When is the Right Time to do Hill Workouts in a Training Cycle?

January 10, 2024

Hill workouts are often best started in the initial stages of any training cycle, and now being the first month of the year, could be the perfect time for most road runners to incorporate hill workouts in their training programs, given that April and May usually has the highest number of road races in the first half of the year.

Many of the world’s top runners usually start their training early in the year with more gym work and core strengthening exercises than they would do later on when they get closer to their races. Like a bat that is neither a bird nor an animal, hill workouts fall somewhere in between running and gym work. Hill workouts are a form of resistance training that works on the calves, the quads, the hamstrings, the glutes, the hip flexors and the Achilles' tendons.

The purpose of any good training program is to help the body attain the right adaptation and super-compensation to be able to get better at a specific skill. In training, one has to be aware of what they want their body to adapt to, the intent, and the purpose of the training stimulus to get the right reaction to the training load.

Hills work to improve the pulmonary, cardiovascular and muscular systems of the body, and those are perhaps the primary body systems that make one a good runner. While a stationary bike at the gym can do that, hills have the added advantage of helping the runner work on their arm swings, steps, cadence and running posture.

Besides working on general fitness, hills work on the specific skill of tackling the hilly sections of courses in a race.

Even runners who train on the same route would one time get surprised to find that a section they used to think was hilly seemed to have flattened all of a sudden after they included hill workouts in their training.

After training well on hills, it is even hard for runners to notice hilly sections on a race course; except by observing that the trees are not growing perpendicular to the ground!

Having trained in the same training group with a two-time Olympic and four-time world champion, I have seen first-hand how hill workouts help shape a runner to be the best in the world, and the right times to incorporate them in a training program.

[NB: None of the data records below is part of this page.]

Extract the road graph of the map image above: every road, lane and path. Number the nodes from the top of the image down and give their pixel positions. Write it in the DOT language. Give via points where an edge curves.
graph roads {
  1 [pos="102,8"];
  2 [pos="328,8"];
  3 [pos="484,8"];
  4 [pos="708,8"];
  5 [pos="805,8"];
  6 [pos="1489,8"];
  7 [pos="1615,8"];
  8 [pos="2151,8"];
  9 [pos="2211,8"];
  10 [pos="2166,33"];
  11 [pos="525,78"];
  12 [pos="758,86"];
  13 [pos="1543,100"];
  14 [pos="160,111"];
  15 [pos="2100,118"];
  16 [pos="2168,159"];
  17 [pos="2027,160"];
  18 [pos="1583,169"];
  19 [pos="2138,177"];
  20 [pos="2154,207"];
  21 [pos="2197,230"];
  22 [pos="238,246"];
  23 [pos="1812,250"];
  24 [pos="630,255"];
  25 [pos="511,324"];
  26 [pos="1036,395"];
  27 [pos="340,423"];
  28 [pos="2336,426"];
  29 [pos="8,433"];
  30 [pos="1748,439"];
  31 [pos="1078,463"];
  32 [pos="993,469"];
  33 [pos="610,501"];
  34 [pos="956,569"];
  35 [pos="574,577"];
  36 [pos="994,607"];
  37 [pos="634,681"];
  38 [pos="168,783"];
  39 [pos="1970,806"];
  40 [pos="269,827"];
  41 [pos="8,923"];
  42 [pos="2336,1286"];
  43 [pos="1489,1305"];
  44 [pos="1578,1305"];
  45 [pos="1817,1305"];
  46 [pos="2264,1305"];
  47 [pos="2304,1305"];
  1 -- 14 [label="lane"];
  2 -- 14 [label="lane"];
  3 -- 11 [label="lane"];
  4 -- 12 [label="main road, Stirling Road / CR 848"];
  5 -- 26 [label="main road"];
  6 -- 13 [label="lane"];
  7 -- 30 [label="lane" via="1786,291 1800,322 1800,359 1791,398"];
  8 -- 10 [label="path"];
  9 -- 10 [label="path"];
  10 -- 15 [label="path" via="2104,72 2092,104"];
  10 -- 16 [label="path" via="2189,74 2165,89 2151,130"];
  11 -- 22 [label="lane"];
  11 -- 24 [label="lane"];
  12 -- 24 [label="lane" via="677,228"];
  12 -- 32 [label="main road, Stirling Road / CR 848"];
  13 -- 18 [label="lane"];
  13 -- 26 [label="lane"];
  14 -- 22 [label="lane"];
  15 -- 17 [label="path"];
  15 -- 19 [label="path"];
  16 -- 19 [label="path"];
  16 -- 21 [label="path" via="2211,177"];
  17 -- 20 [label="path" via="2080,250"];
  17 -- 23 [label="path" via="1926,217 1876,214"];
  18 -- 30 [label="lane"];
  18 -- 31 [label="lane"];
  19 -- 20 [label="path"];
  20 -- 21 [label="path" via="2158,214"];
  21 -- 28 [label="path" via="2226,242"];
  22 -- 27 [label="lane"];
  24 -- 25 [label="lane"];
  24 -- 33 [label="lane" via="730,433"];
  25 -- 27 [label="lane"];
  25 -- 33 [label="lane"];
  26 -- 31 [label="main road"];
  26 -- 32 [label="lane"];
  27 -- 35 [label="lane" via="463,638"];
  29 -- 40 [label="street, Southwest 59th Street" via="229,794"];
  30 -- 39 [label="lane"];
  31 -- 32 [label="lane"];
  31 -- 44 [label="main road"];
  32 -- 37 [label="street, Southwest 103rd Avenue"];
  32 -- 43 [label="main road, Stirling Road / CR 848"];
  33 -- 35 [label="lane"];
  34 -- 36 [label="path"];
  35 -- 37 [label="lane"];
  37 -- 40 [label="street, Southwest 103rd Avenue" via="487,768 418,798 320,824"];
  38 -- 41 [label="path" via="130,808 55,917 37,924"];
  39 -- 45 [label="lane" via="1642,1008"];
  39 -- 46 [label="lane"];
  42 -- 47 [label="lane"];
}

In a one-week training cycle, we had one specific day for hill workouts. For elite level and serious runners, a typical training week should have two or three hard days, and the days in between as easy or recovery days. One of the hard days could be dedicated to the hill workouts. It can be tailored differently for runners who either have little time to commit to training, or for those who train for fun.

As the racing season approached, the hill workouts would stop, and the same day would be dedicated to interval training. And when the legs that were getting used to sprinting up a hill were taken onto a flatter surface, they felt lighter and faster, which was one of the intended purposes in the first place.

There are different ways of doing the hill workouts.

The first option that we used was; jogging for at least 15 minutes, finding a slope of about 300 to 400m stretch. We would then run up moderately and jog down slowly as we recovered for a continuous 40 – 45 minutes. We tried to stick together in a large group, but we would all end up stretched across the training area as we would not hold the same pace together towards the end.

The second option of doing the hill workout –after warming up for 15 minutes- was on a shorter slope of around 150 – 200m slope where we would sprint up hard, hold our knees as we recovered at the end of the slope; then jog back down the slope for another repetition. We had a certain number of repetitions to do, like sprinting up twenty times.

The third option was to travel to a place where we would find an escarpment where we would be dropped off some 15 kilometres down the escarpment, and we would run up one way.

In all these, we were able to build the right muscular endurance, muscle strength, speed, stamina and cardiovascular endurance that would carry us through the rest of the training season, including through the competitions.